Mit weiter zunehmendem Renommee des Lehrstuhls, bedingt auch durch seine internationale Spitzenstellung im Bereich des "Kostengünstigen Konstruierens", stieg die Anzahl der Kooperationsverträge mit der Industrie und der Umfang der Förderung durch verschiedene Institutionen. Dadurch vergrößerten sich sowohl der Personalstand als auch die Ausstattung des Lehrstuhls.
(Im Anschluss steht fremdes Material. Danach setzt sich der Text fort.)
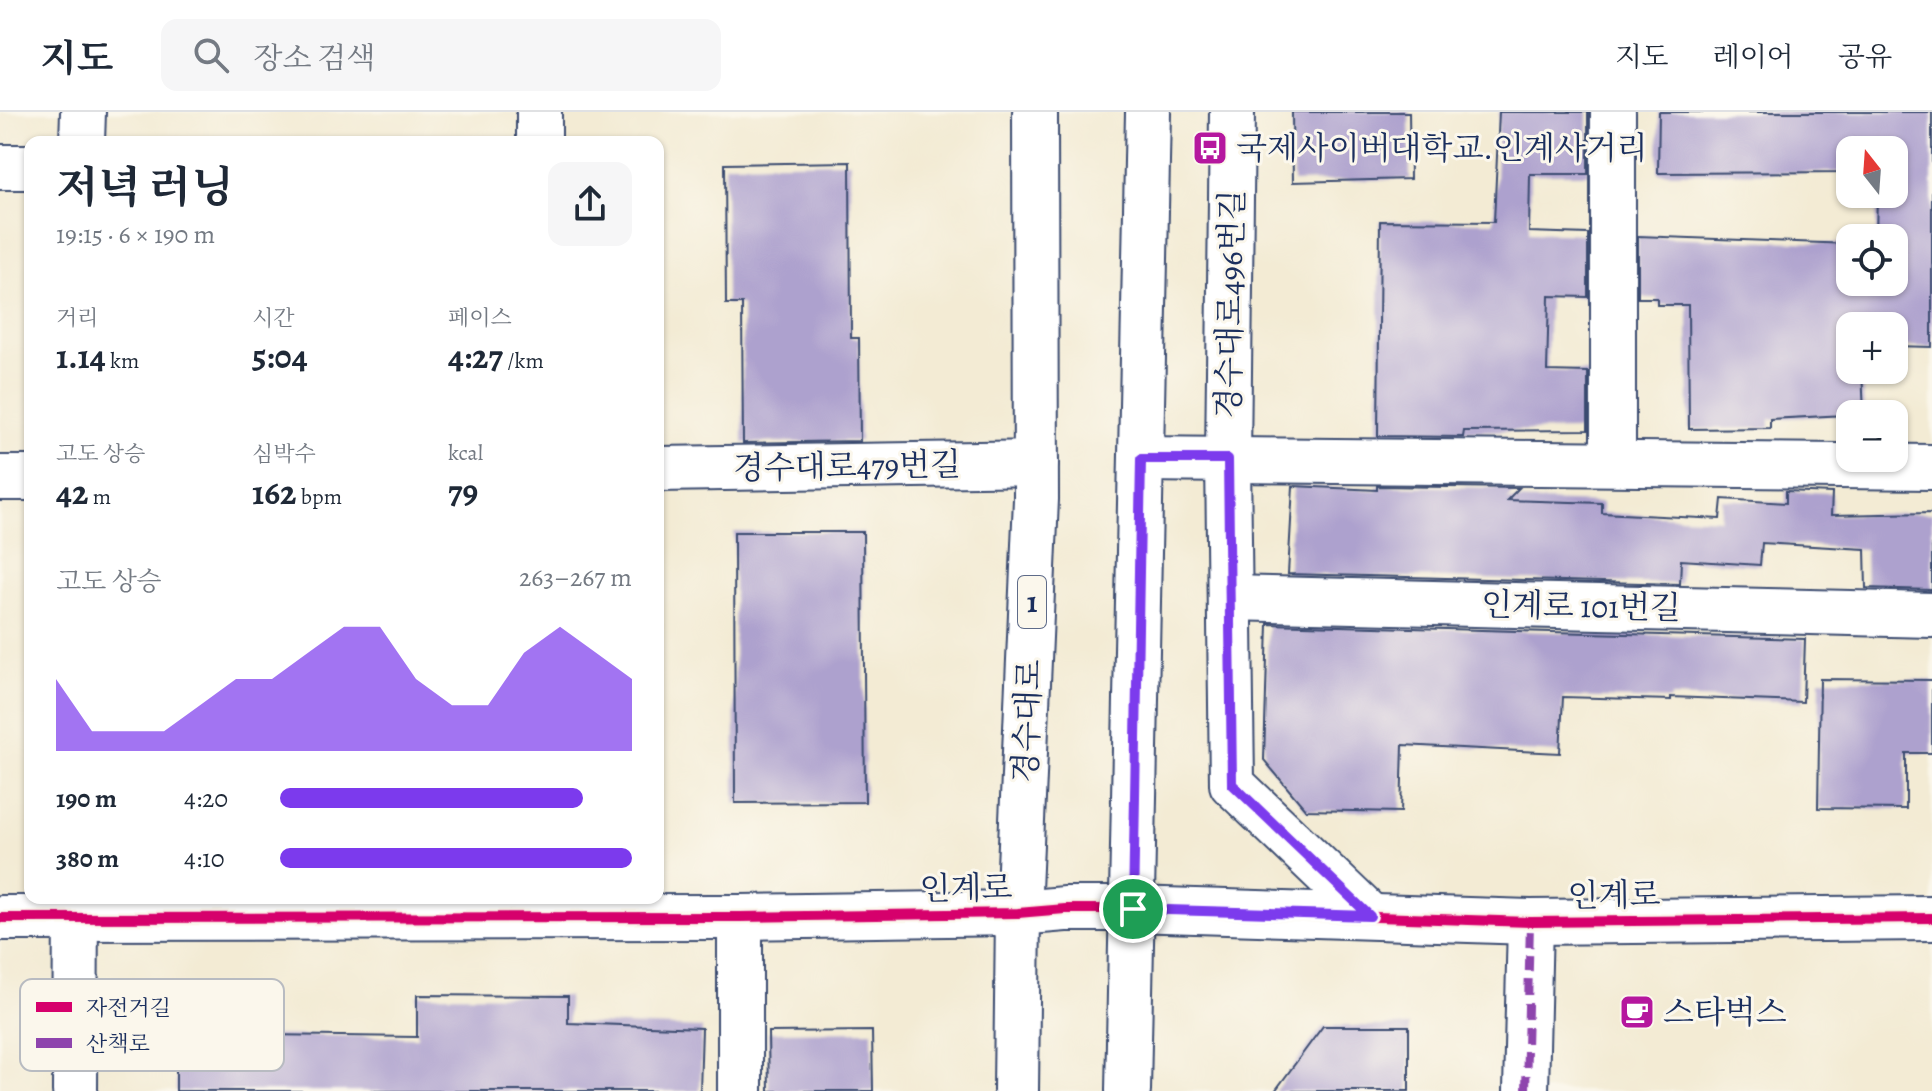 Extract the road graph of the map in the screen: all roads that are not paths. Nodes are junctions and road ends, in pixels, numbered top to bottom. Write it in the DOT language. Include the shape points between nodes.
graph roads {
  1 [pos="83,112"];
  2 [pos="539,112"];
  3 [pos="1035,112"];
  4 [pos="1148,112"];
  5 [pos="1232,112"];
  6 [pos="1613,112"];
  7 [pos="82,136"];
  8 [pos="539,136"];
  9 [pos="0,167"];
  10 [pos="24,167"];
  11 [pos="1141,459"];
  12 [pos="1228,459"];
  13 [pos="1036,463"];
  14 [pos="1613,463"];
  15 [pos="1932,467"];
  16 [pos="664,469"];
  17 [pos="0,478"];
  18 [pos="24,478"];
  19 [pos="1230,598"];
  20 [pos="1932,615"];
  21 [pos="76,908"];
  22 [pos="1133,909"];
  23 [pos="1018,913"];
  24 [pos="1370,916"];
  25 [pos="740,917"];
  26 [pos="0,918"];
  27 [pos="1932,918"];
  28 [pos="1530,922"];
  29 [pos="76,979"];
  30 [pos="75,1071"];
  31 [pos="75,1091"];
  32 [pos="740,1091"];
  33 [pos="1016,1091"];
  34 [pos="1128,1091"];
  35 [pos="1526,1091"];
  1 -- 7 [label="street"];
  2 -- 8 [label="street"];
  3 -- 13 [label="street, 경수대로 / 1"];
  4 -- 11 [label="street"];
  5 -- 12 [label="street, 경수대로496번길"];
  6 -- 14 [label="street"];
  9 -- 10 [label="street"];
  11 -- 12 [label="street"];
  11 -- 22 [label="street"];
  12 -- 14 [label="street"];
  12 -- 19 [label="street, 경수대로496번길"];
  13 -- 16 [label="street, 경수대로479번길"];
  13 -- 23 [label="street, 경수대로 / 1"];
  14 -- 15 [label="street"];
  17 -- 18 [label="street"];
  19 -- 20 [label="street, 인계로 101번길"];
  19 -- 24 [label="street, 경수대로496번길" via="1232,784"];
  21 -- 25 [label="street, 인계로"];
  21 -- 26 [label="street, 인계로"];
  21 -- 29 [label="street"];
  22 -- 23 [label="street, 인계로"];
  22 -- 24 [label="street, 인계로"];
  22 -- 34 [label="street"];
  23 -- 25 [label="street, 인계로"];
  23 -- 33 [label="street, 경수대로 / 1"];
  24 -- 28 [label="street, 인계로"];
  25 -- 32 [label="street"];
  27 -- 28 [label="street, 인계로"];
  28 -- 35 [label="street"];
  30 -- 31 [label="street"];
}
Ein neuer Name in einem neuen Gebäude

Am 1. Oktober 1995 hat Prof. Dr.-Ing. Udo Lindemann die Nachfolge von Professor Ehrlenspiel als Leiter des Lehrstuhls übernommen. Unter Prof. Lindemann haben sich die Tätigkeitsgebiete des Lehrstuhls wiederum erweitert, wodurch Themengebiete wie die der Methodenforschung, des Wissensmanagements und der Nachhaltigkeit sowie des Entwicklungsmanagements weiter vertieft wurden. Anfang 1997 erfolgte der Umzug aller Lehrstühle der Fakultät Maschinenwesen in das neue Gebäude in Garching. Am 14. Mai fand die offizielle Einweihung des hochmodernen Fakultätsgebäudes statt. Dadurch haben sich sowohl die Arbeitsbedingungen in der Forschung als auch die Ausbildungsmöglichkeiten weiter verbessert. Im Juli 1999 wurde der Lehrstuhl umbenannt in "Lehrstuhl für Produktentwicklung". Somit wurde der ständigen Erweiterung der Forschungsbereiche des Lehrstuhls Rechnung getragen, der sich mittlerweile mit allen Phasen des Entwicklungsprozesses befasst.
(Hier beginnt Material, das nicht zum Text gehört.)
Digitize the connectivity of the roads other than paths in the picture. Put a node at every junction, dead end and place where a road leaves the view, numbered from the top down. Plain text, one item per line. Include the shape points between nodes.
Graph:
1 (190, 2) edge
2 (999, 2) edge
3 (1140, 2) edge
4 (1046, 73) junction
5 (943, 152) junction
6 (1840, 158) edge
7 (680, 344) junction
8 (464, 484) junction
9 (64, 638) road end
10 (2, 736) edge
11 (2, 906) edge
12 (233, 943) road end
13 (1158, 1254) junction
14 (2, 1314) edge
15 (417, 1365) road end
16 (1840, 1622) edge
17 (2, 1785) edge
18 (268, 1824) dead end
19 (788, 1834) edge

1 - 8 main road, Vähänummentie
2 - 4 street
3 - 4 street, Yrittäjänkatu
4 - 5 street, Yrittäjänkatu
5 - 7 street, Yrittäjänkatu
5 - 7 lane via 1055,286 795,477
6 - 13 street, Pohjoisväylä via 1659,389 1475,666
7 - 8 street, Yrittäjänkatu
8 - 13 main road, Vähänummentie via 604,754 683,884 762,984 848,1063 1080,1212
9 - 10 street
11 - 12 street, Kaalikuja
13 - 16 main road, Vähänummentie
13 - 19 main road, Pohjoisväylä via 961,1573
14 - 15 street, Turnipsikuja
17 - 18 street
Extraordinariat "Anwendungen der virtuellen Produktentwickung"

Im November 2005 wurde Prof. Dr. Kristina Shea als Leiterin des neu gegründeten Extraordinariats "Anwendungen der virtuellen Produktentwicklung" berufen. Sie leitete zuvor als Associate Professor an der Cambridge University die "Design Synthesis" Gruppe des Engineering Design Centers, danach übernahm sie die "Computational Design & Optimization Initiative" bei der ARUP Group Ltd. Das Extraordinariat war dem Lehrstuhl für Produktentwicklung angegliedert und umfasste neben Prof. Shea maximal acht wissenschaftliche Mitarbeiter/innen. Die thematischen Schwerpunkte des Fachgebiets sind die rechnergestützte Designsynthese und -analyse, Graph- und Formgrammatiken, Optimierung, technische kognitive Systeme und die Entwicklung sowie der Einsatz von CAx Werkzeugen in den frühen Phasen der Produktenwicklung. Prof. Shea folgte im Mai 2012 einem Ruf an die ETH Zürich, wo sie den neu gegründeten Lehrstuhl "Produktentwicklung & rechnerbasierte Methoden" übernahm.